• Work request: In the entries that follow, find every line containing "Rafaél" and copy it.

• Source material:
BEGIN

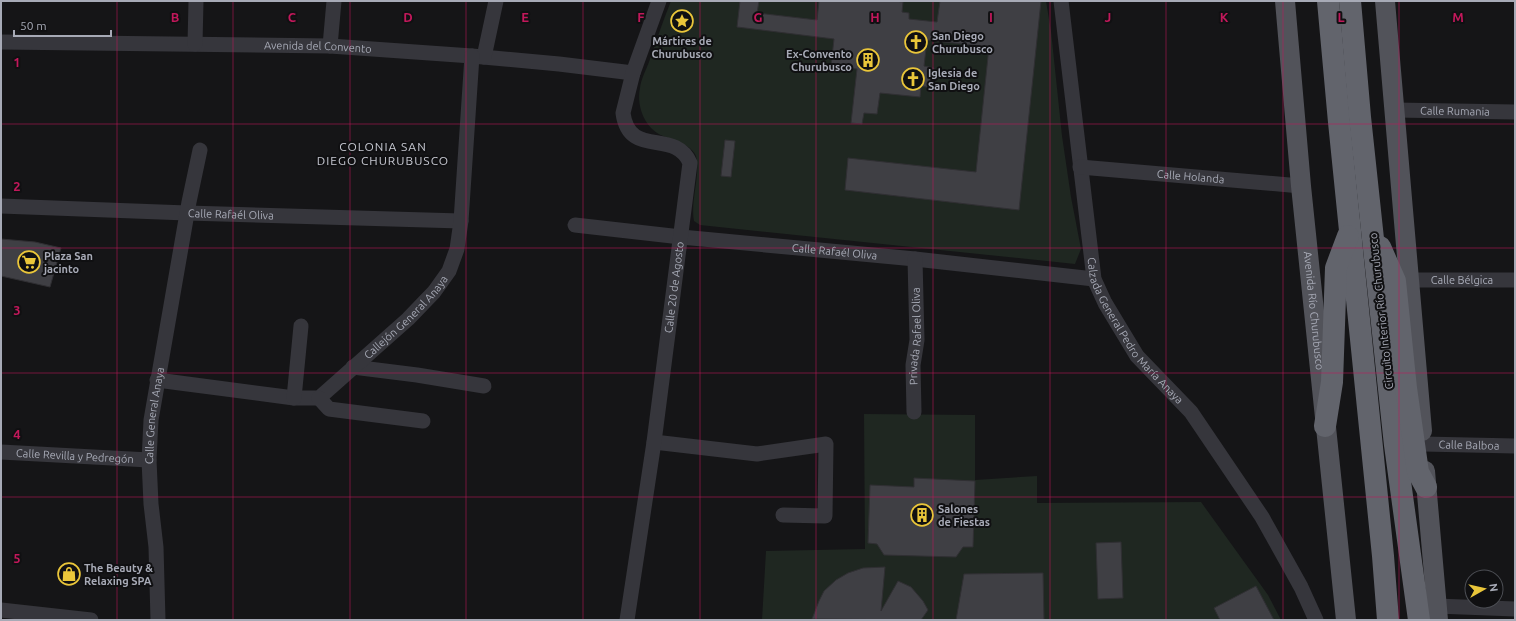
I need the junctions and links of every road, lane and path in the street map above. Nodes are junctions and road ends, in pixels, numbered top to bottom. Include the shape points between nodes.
1 (196, 1) edge
2 (334, 1) edge
3 (496, 1) edge
4 (659, 1) edge
5 (1061, 1) edge
6 (1284, 1) edge
7 (1328, 1) edge
8 (1350, 1) edge
9 (1385, 1) edge
10 (1, 42) edge
11 (195, 44) junction
12 (330, 46) junction
13 (478, 56) junction
14 (633, 73) junction
15 (1394, 110) junction
16 (1515, 112) edge
17 (200, 150) dead end
18 (1080, 167) junction
19 (1301, 186) junction
20 (1, 206) edge
21 (187, 213) junction
22 (461, 221) junction
23 (575, 225) dead end
24 (1372, 230) junction
25 (1350, 231) junction
26 (681, 237) junction
27 (915, 259) junction
28 (1094, 280) junction
29 (1409, 280) junction
30 (1515, 280) edge
31 (301, 326) dead end
32 (354, 368) junction
33 (157, 380) junction
34 (484, 386) dead end
35 (294, 398) junction
36 (319, 398) junction
37 (914, 412) dead end
38 (423, 421) dead end
39 (1325, 426) junction
40 (654, 442) junction
41 (1423, 444) junction
42 (1515, 446) edge
43 (1, 452) edge
44 (149, 460) junction
45 (1426, 487) junction
46 (783, 515) dead end
47 (1515, 608) edge
48 (1, 610) edge
49 (1437, 613) edge
50 (91, 620) edge
51 (158, 620) edge
52 (627, 620) edge
53 (1316, 620) edge
54 (1346, 620) edge
55 (1388, 620) edge
56 (1419, 620) edge

1 - 11 street
2 - 12 street
3 - 13 street, Callejón General Anaya
4 - 14 street, Calle 20 de Agosto
5 - 18 street, Calzada General Pedro María Anaya
6 - 19 main road, Avenida Río Churubusco
7 - 25 highway, Circuito Interior Río Churubusco
8 - 24 highway, Circuito Interior Río Churubusco
9 - 15 main road
10 - 11 street, Avenida del Convento
11 - 12 street, Avenida del Convento
12 - 13 street, Avenida del Convento
13 - 14 street, Avenida del Convento
13 - 22 street, Callejón General Anaya
14 - 26 street, Calle 20 de Agosto via 623,113 628,131 639,138 676,147 684,152 690,163
15 - 16 street, Calle Rumania
15 - 29 main road
17 - 21 street, Calle General Anaya
18 - 19 street, Calle Holanda
18 - 28 street, Calzada General Pedro María Anaya
19 - 39 main road, Avenida Río Churubusco
20 - 21 street, Calle Rafaél Oliva
21 - 22 street, Calle Rafaél Oliva
21 - 33 street, Calle General Anaya
22 - 32 street, Callejón General Anaya via 457,249 449,271 434,292
23 - 26 street, Calle Rafaél Oliva
24 - 45 highway via 1395,281 1418,472
24 - 56 highway, Circuito Interior Río Churubusco via 1395,445
25 - 39 highway via 1336,268 1332,382
25 - 55 highway, Circuito Interior Río Churubusco via 1384,556
26 - 27 street, Calle Rafaél Oliva
26 - 40 street, Calle 20 de Agosto
27 - 28 street, Calle Rafaél Oliva
27 - 37 street, Privada Rafael Oliva via 917,340 913,365
28 - 53 street, Calzada General Pedro María Anaya via 1104,303 1137,356 1191,412 1262,517 1301,587
29 - 30 street, Calle Bélgica
29 - 41 main road
31 - 35 street
32 - 34 street
32 - 36 street, Callejón General Anaya
33 - 35 street
33 - 44 street, Calle General Anaya
35 - 36 street
36 - 38 street via 329,409
39 - 54 main road, Avenida Río Churubusco
40 - 46 street via 757,454 826,444 825,516
40 - 52 street, Calle 20 de Agosto
41 - 42 street, Calle Balboa
41 - 45 main road
43 - 44 street, Calle Revilla y Pedregón
44 - 51 street, Calle General Anaya via 156,548
45 - 49 main road
47 - 49 street
48 - 50 street

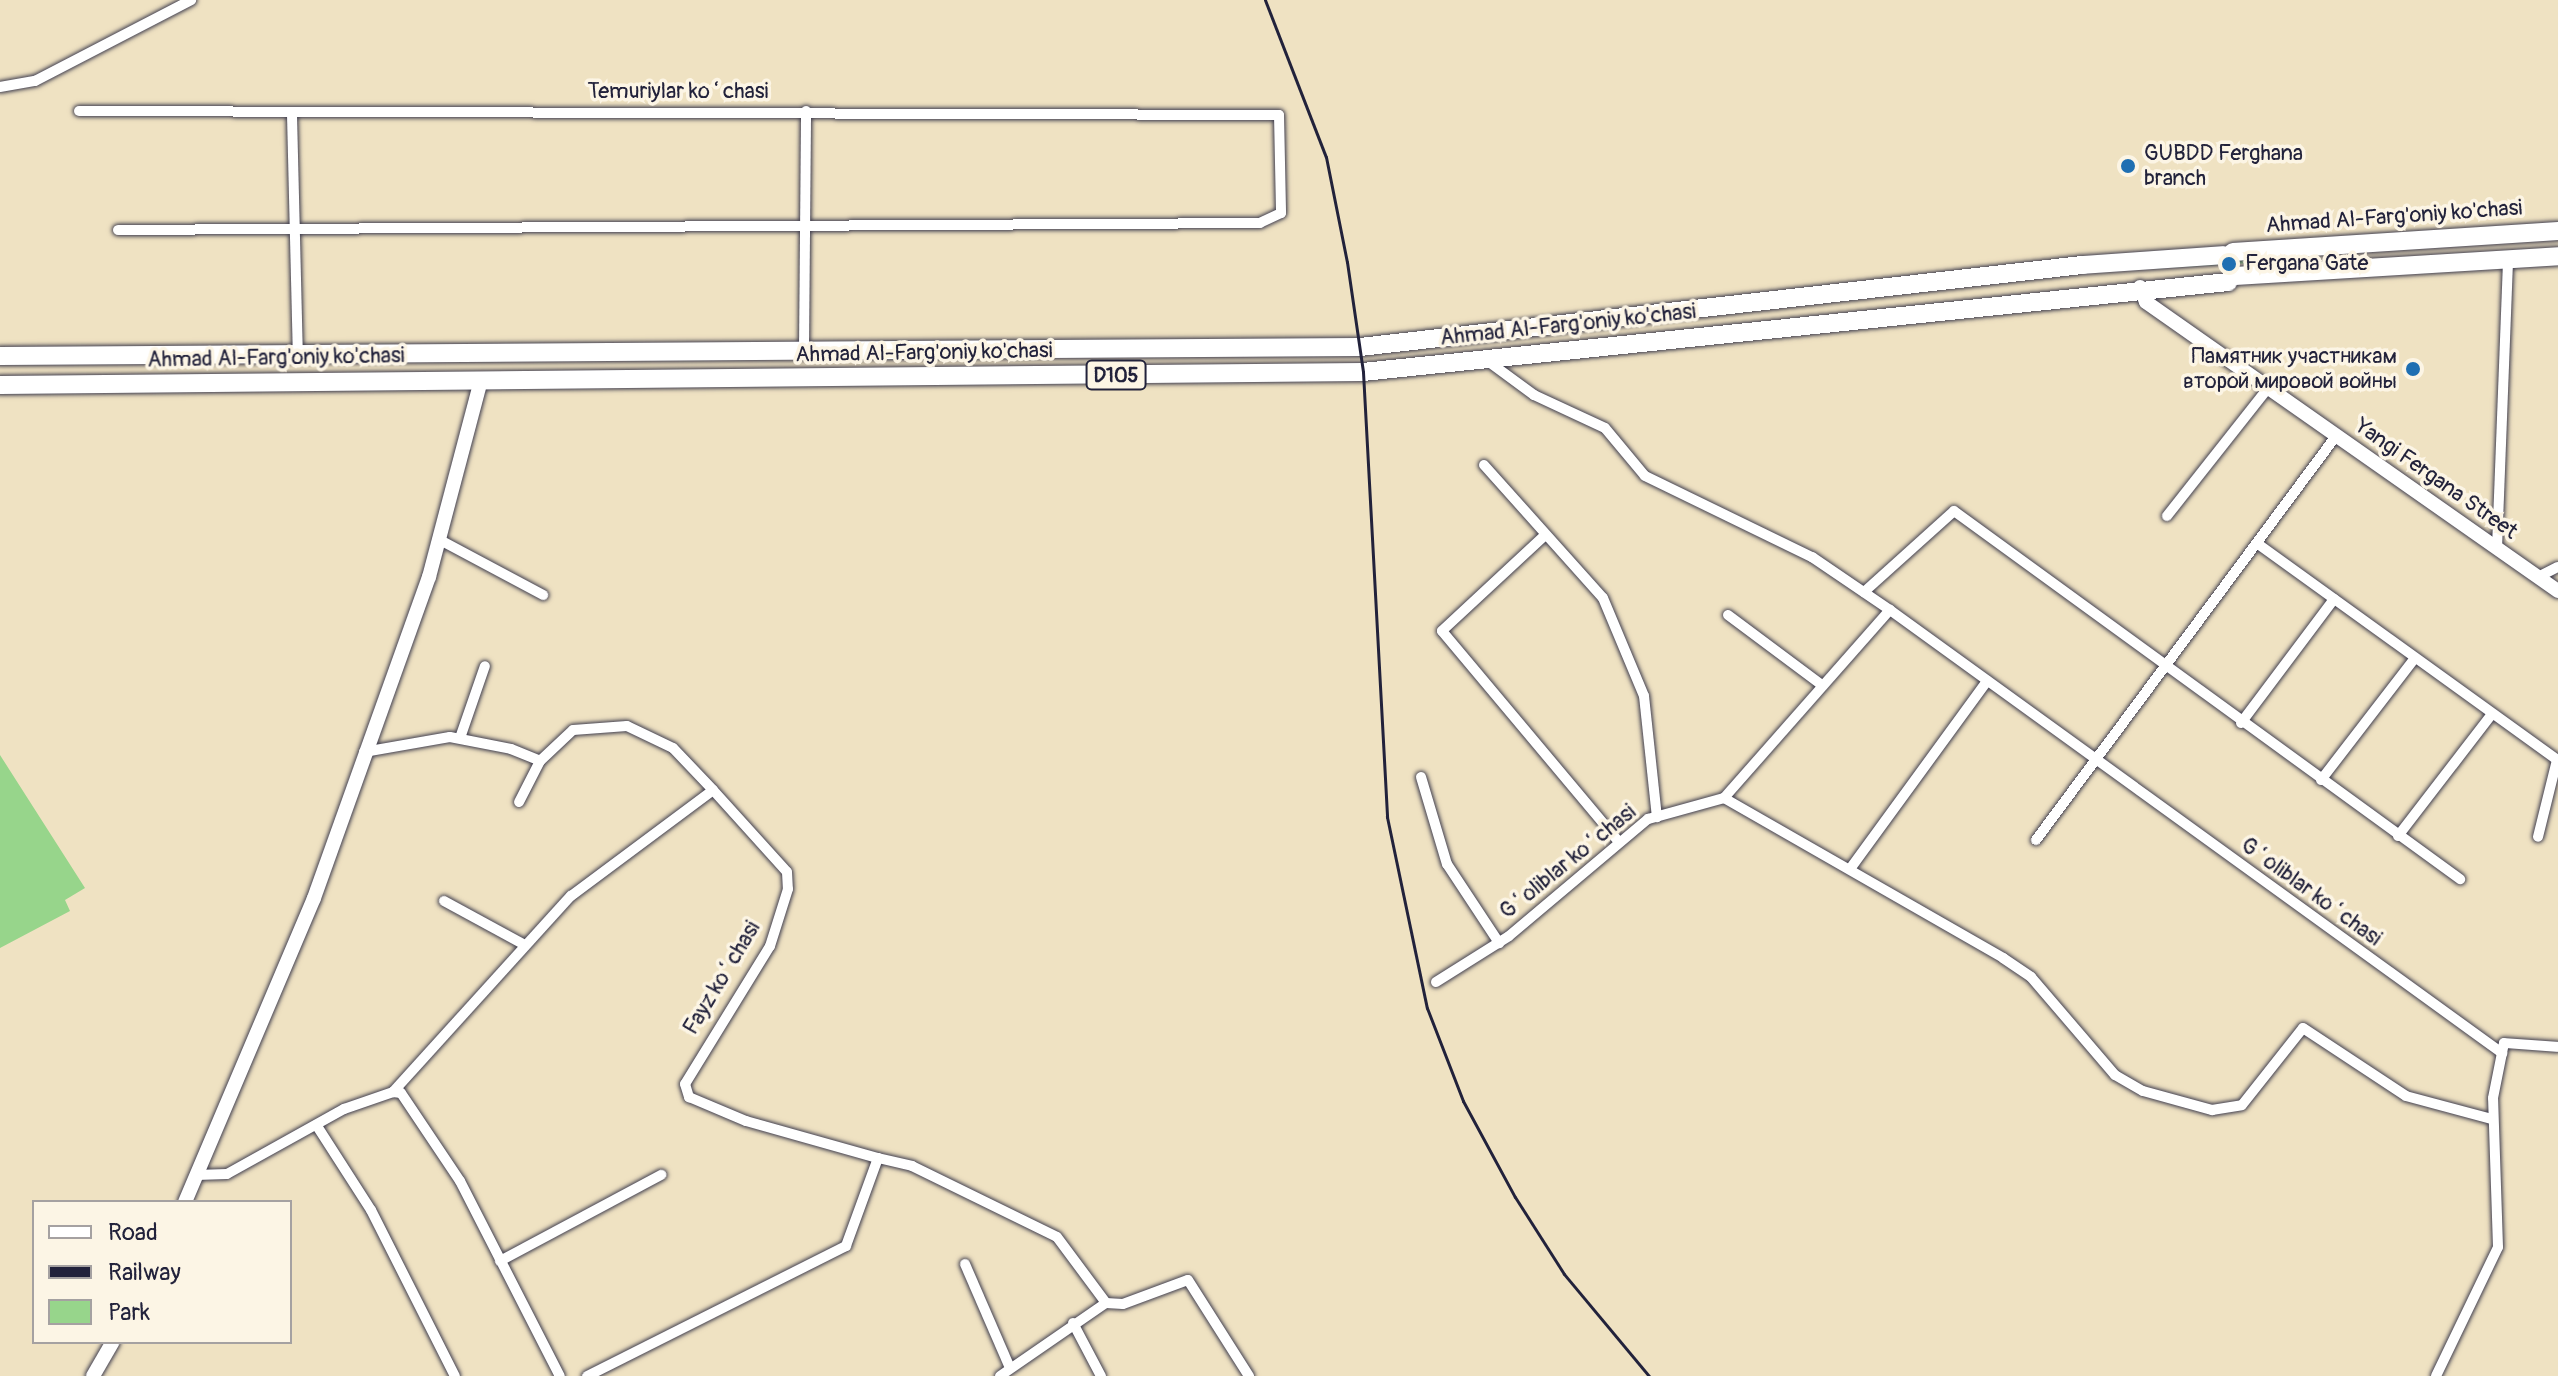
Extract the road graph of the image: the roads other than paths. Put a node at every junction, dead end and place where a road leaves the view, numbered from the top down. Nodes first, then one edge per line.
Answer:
1 (191, 0) edge
2 (0, 87) edge
3 (79, 111) dead end
4 (806, 111) junction
5 (292, 115) junction
6 (807, 225) junction
7 (294, 229) junction
8 (118, 230) dead end
9 (2558, 231) edge
10 (2558, 256) edge
11 (2508, 259) junction
12 (2140, 287) junction
13 (1825, 293) junction
14 (1830, 320) junction
15 (659, 348) junction
16 (804, 349) junction
17 (298, 354) junction
18 (0, 356) edge
19 (1483, 358) junction
20 (481, 380) junction
21 (659, 381) junction
22 (0, 385) edge
23 (2268, 388) junction
24 (2336, 436) junction
25 (1484, 465) dead end
26 (2167, 516) dead end
27 (1543, 537) junction
28 (440, 540) junction
29 (2258, 544) junction
30 (2497, 548) junction
31 (2558, 567) edge
32 (2538, 577) junction
33 (2558, 591) edge
34 (1864, 592) junction
35 (543, 595) dead end
36 (2334, 599) junction
37 (1890, 610) junction
38 (1728, 615) dead end
39 (2415, 658) junction
40 (485, 666) dead end
41 (2166, 669) junction
42 (1987, 681) junction
43 (1822, 685) junction
44 (2492, 714) junction
45 (2241, 723) junction
46 (460, 738) junction
47 (364, 752) junction
48 (2557, 759) edge
49 (540, 761) junction
50 (2097, 762) junction
51 (1421, 777) dead end
52 (2321, 780) junction
53 (713, 790) junction
54 (1724, 798) junction
55 (519, 802) dead end
56 (1657, 817) junction
57 (2398, 836) junction
58 (2538, 837) dead end
59 (2036, 840) dead end
60 (1619, 842) junction
61 (1850, 869) junction
62 (2460, 879) dead end
63 (444, 901) dead end
64 (1499, 943) junction
65 (525, 945) junction
66 (1436, 982) dead end
67 (2558, 1047) edge
68 (2502, 1053) junction
69 (393, 1092) junction
70 (2492, 1119) junction
71 (317, 1126) junction
72 (878, 1158) junction
73 (196, 1175) junction
74 (661, 1175) dead end
75 (186, 1200) edge
76 (500, 1261) junction
77 (965, 1264) dead end
78 (1106, 1303) junction
79 (1073, 1323) junction
80 (112, 1344) edge
81 (1005, 1374) edge
82 (93, 1376) edge
83 (455, 1376) edge
84 (560, 1376) edge
85 (587, 1376) edge
86 (1101, 1376) edge
87 (1249, 1376) edge
88 (2436, 1376) edge

1 - 2 street
3 - 5 street, Temuriylar koʻchasi
4 - 5 street, Temuriylar koʻchasi
4 - 6 street
4 - 6 street, Temuriylar koʻchasi
5 - 7 street
6 - 7 street
6 - 16 street
7 - 8 street
7 - 17 street
9 - 13 highway, Ahmad Al-Farg'oniy ko'chasi / D105
10 - 11 highway, Ahmad Al-Farg'oniy ko'chasi / D105
11 - 12 highway, Ahmad Al-Farg'oniy ko'chasi / D105
11 - 30 street
12 - 14 highway, Ahmad Al-Farg'oniy ko'chasi / D105
12 - 23 street, Yangi Fergana Street
13 - 14 highway
13 - 16 highway, Ahmad Al-Farg'oniy ko'chasi / D105
14 - 19 highway, Ahmad Al-Farg'oniy ko'chasi / D105
15 - 16 highway, Ahmad Al-Farg'oniy ko'chasi / D105
15 - 17 highway, Ahmad Al-Farg'oniy ko'chasi / D105
15 - 21 highway
17 - 18 highway, Ahmad Al-Farg'oniy ko'chasi / D105
19 - 21 highway, Ahmad Al-Farg'oniy ko'chasi / D105
19 - 34 street, Gʻoliblar koʻchasi
20 - 21 highway, Ahmad Al-Farg'oniy ko'chasi / D105
20 - 22 highway, Ahmad Al-Farg'oniy ko'chasi / D105
20 - 28 street
23 - 24 street, Yangi Fergana Street
23 - 26 street
24 - 29 street
24 - 30 street, Yangi Fergana Street
25 - 27 street
27 - 56 street
27 - 60 street
28 - 35 street
28 - 47 street
29 - 36 street
29 - 41 street
30 - 32 street, Yangi Fergana Street
31 - 32 street
32 - 33 street, Yangi Fergana Street
34 - 37 street, Gʻoliblar koʻchasi
34 - 41 street
36 - 39 street
36 - 45 street
37 - 42 street, Gʻoliblar koʻchasi
37 - 43 street
38 - 43 street
39 - 44 street
39 - 52 street
40 - 46 street
41 - 45 street
41 - 50 street
42 - 50 street, Gʻoliblar koʻchasi
42 - 61 street
43 - 54 street
44 - 48 street
44 - 57 street
45 - 52 street
46 - 47 street
46 - 49 street
47 - 73 street
48 - 58 street
49 - 53 street
49 - 55 street
50 - 59 street
50 - 68 street, Gʻoliblar koʻchasi
51 - 64 street
52 - 57 street
53 - 65 street
53 - 72 street, Fayz koʻchasi
54 - 56 street, Gʻoliblar koʻchasi
54 - 61 street
56 - 60 street, Gʻoliblar koʻchasi
57 - 62 street
60 - 64 street, Gʻoliblar koʻchasi
61 - 70 street
63 - 65 street
64 - 66 street, Gʻoliblar koʻchasi
65 - 69 street
67 - 68 street
68 - 70 street
69 - 71 street
69 - 76 street
70 - 88 street
71 - 73 street
71 - 83 street
72 - 78 street
72 - 85 street
73 - 75 street
74 - 76 street
76 - 84 street
77 - 81 street
78 - 79 street
78 - 87 street
79 - 81 street
79 - 86 street
80 - 82 street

END

• Written response:
20 - 21 street, Calle Rafaél Oliva
21 - 22 street, Calle Rafaél Oliva
23 - 26 street, Calle Rafaél Oliva
26 - 27 street, Calle Rafaél Oliva
27 - 28 street, Calle Rafaél Oliva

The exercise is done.